My least favorite dish was ironically the one I was most excited about. (Yes, English majors, I know the definition of irony, and I know this isn’t it. Instead, I’m consciously misusing it in the same way as Alanis Morisette). I can’t help but feel like the Rabbit was made by a team of three squabbling top chef contestants – the three components lacked unity to that extent. The first chef was clearly the worst; the rabbit wrapped in prosciutto was hard and dry. Funny because the prosciutto is supposed to seal in the flavor…I didn’t even finish my piece because it just wasn’t sliding down. The second chef’s interwoven chicken sausage was just plain random and pretty unremarkable – the only thing they had in common was that sausage and prosciutto are both Italian and I guess there’s the running joke that rabbit tastes like chicken…The polenta, in stark contrast, would have accompanied any dish well, even this one. A perfect creamy grain with sweet caramelized onions, it was easily the best part of this dish and clearly stole the show. My advice: if no one orders a dish that comes with polenta, order it yourself.

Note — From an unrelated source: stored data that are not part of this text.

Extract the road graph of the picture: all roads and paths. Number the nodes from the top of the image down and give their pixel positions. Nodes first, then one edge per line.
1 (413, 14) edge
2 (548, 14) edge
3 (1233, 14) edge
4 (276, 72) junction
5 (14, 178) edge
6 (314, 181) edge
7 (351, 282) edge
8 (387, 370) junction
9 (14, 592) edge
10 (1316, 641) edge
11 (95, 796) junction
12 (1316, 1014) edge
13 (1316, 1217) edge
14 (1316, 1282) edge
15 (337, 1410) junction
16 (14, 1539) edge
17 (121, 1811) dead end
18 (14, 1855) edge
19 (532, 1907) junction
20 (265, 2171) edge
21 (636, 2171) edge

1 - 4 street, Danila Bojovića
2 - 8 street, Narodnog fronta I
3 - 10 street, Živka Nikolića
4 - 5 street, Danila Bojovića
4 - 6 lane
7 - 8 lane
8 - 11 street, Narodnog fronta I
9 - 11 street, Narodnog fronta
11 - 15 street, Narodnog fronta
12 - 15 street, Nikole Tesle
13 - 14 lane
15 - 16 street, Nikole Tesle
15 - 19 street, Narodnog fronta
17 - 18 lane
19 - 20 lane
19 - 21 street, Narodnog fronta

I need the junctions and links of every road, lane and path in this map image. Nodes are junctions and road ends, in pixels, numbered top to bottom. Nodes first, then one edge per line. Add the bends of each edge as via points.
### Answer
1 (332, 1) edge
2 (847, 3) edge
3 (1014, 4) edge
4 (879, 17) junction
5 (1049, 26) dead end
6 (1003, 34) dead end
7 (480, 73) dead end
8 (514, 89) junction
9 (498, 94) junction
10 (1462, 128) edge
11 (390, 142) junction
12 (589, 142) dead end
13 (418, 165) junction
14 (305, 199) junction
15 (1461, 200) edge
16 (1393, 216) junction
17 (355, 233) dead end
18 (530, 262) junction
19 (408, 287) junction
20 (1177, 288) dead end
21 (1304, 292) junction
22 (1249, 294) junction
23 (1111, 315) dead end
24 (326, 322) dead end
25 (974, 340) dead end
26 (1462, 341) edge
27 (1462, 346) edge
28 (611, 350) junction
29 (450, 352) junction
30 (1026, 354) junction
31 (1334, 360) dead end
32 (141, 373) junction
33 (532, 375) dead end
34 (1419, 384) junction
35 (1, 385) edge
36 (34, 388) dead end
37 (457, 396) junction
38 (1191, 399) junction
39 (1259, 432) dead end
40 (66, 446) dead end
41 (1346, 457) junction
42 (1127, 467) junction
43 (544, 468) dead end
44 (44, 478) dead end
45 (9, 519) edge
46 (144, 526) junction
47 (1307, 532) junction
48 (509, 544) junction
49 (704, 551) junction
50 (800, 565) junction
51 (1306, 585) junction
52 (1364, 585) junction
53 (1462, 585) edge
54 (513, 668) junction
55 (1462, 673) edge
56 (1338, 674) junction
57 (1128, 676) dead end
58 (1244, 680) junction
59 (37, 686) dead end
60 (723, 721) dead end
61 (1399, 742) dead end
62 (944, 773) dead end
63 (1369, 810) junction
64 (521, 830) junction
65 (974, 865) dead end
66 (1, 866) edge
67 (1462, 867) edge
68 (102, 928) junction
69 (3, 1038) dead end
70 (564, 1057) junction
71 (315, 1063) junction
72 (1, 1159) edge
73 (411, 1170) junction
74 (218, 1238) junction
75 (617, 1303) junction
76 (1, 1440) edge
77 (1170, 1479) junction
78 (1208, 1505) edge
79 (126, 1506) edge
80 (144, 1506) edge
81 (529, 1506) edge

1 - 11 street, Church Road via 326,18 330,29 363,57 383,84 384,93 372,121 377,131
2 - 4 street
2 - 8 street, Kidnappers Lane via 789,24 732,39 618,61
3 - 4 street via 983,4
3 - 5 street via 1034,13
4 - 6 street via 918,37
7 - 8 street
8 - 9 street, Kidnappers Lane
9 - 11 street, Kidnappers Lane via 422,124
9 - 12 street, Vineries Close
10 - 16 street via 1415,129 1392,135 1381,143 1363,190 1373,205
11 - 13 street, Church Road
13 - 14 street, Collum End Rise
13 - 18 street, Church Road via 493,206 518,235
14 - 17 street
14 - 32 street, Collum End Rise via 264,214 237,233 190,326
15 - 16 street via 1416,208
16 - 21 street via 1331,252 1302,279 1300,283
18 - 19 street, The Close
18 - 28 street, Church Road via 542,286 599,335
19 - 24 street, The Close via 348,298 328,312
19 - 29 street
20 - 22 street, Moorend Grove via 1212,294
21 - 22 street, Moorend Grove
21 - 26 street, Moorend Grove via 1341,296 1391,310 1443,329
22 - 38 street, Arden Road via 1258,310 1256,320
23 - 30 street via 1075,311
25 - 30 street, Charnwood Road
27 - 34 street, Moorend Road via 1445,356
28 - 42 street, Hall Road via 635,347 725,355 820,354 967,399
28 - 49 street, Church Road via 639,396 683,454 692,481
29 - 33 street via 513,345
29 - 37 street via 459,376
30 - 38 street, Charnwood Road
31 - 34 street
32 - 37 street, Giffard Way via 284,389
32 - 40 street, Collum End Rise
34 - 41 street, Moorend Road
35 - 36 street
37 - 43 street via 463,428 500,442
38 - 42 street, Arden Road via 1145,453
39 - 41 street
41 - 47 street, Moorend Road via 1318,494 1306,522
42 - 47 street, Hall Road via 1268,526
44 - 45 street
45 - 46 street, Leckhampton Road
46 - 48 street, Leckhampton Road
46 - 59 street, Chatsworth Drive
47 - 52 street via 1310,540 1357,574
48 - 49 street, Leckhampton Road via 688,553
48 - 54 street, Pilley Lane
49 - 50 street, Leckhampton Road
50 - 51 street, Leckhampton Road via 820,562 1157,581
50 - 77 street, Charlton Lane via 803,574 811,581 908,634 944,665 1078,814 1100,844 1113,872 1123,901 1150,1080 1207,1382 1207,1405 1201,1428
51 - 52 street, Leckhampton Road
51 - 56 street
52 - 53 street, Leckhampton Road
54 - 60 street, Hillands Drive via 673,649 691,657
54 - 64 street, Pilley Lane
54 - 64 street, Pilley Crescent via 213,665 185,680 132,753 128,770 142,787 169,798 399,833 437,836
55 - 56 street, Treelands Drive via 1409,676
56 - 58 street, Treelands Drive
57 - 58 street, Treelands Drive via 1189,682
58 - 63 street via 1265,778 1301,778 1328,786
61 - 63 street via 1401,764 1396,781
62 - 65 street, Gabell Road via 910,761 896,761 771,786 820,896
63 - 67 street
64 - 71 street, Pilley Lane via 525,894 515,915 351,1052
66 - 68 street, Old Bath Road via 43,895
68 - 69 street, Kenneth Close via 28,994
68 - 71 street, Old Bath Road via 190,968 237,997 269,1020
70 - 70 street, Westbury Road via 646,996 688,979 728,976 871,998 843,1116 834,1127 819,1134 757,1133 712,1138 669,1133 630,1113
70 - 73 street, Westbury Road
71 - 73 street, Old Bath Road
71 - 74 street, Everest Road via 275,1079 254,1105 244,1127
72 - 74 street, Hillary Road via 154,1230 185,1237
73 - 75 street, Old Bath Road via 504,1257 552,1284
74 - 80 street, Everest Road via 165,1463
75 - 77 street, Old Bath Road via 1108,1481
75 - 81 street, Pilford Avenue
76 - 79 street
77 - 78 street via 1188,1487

The Diver Scallops were perfectly seared and memorably plated – each scallop was topped with a sunburst of pea ravioli. Who decided that pea ravioli was a logical companion to scallops? But still, the aesthetics were impressive and the ravioli were incredible. I don’t even like peas, and I dove right in. The wild mushrooms were a side surfeit of salt, but the unusual texture and the unique flavor of the chewy yet tender strips wasn’t quite lost.

The Chicken was the only dish that was completely coherent. The bed of risotto made sense, and though it’s more watery than risotto should be and lacked the expected bitterness of parmesean, it was probably a good move to tone it down so that it didn’t interfere with the chicken. The chicken was tender and the skin was perfectly crispy, but the meat was lacking in real flavor. As I always say, the way a chef makes chicken can be a very accurate way to assess his/her talent, and this chicken was consistent with my overall assessment of the food at Marliave; It’s pretty good, maybe even quite good, but it’s a ways from exceptional, and the salt should be taken out of the mushrooms and transferred to the chicken.

The Sunday Gravy was probably my favorite dish. Other than the chicken, it was the only one that made sense. To be fair, it was also the only item on the plate. Under that sheath of regularly-irregular red sauce lies a plethora of savory meats that kept you guessing – your teeth never knew what they’d chew next! I’m not sure beef, lamb, and pork were necessary – it makes for indecisive bites of furtive flavor. Then again, I’m not a fan of spontaneity, and I just don’t do surprises, but I liked that this deceptively uniform dish kept me guessing. But if you think I wouldn’t order it a second time, guess again.

Overall, Marliave does win major points for polish. The old school metal covers with etched silver heart rings stay on your dish until the servers lift them off to simultaneously unveil your well-protected meal, which adds a little flourish to your fine dining and as a bonus, allows you to rest assured that no one sneezed into your food between the kitchen and your table.

In my mind, Marliave earns at least a 4-star rating based solely on how much I like the place. I actually like Marliave more than some of its higher-rated competitors. I’d readily return for the serene setting and the polished, old-school glamour. Sadly, the food earned significant deductions based on my internal rating system, and you know I’m all about the food. Each dish was presented to beautifully with clear organization and clever aesthetics, how is it possible that each dish was so disjointed within? Then again, despite the tangentiality, there is a reason Marliave is one of Boston’s oldest restaurants, and I dare you to find it for yourself.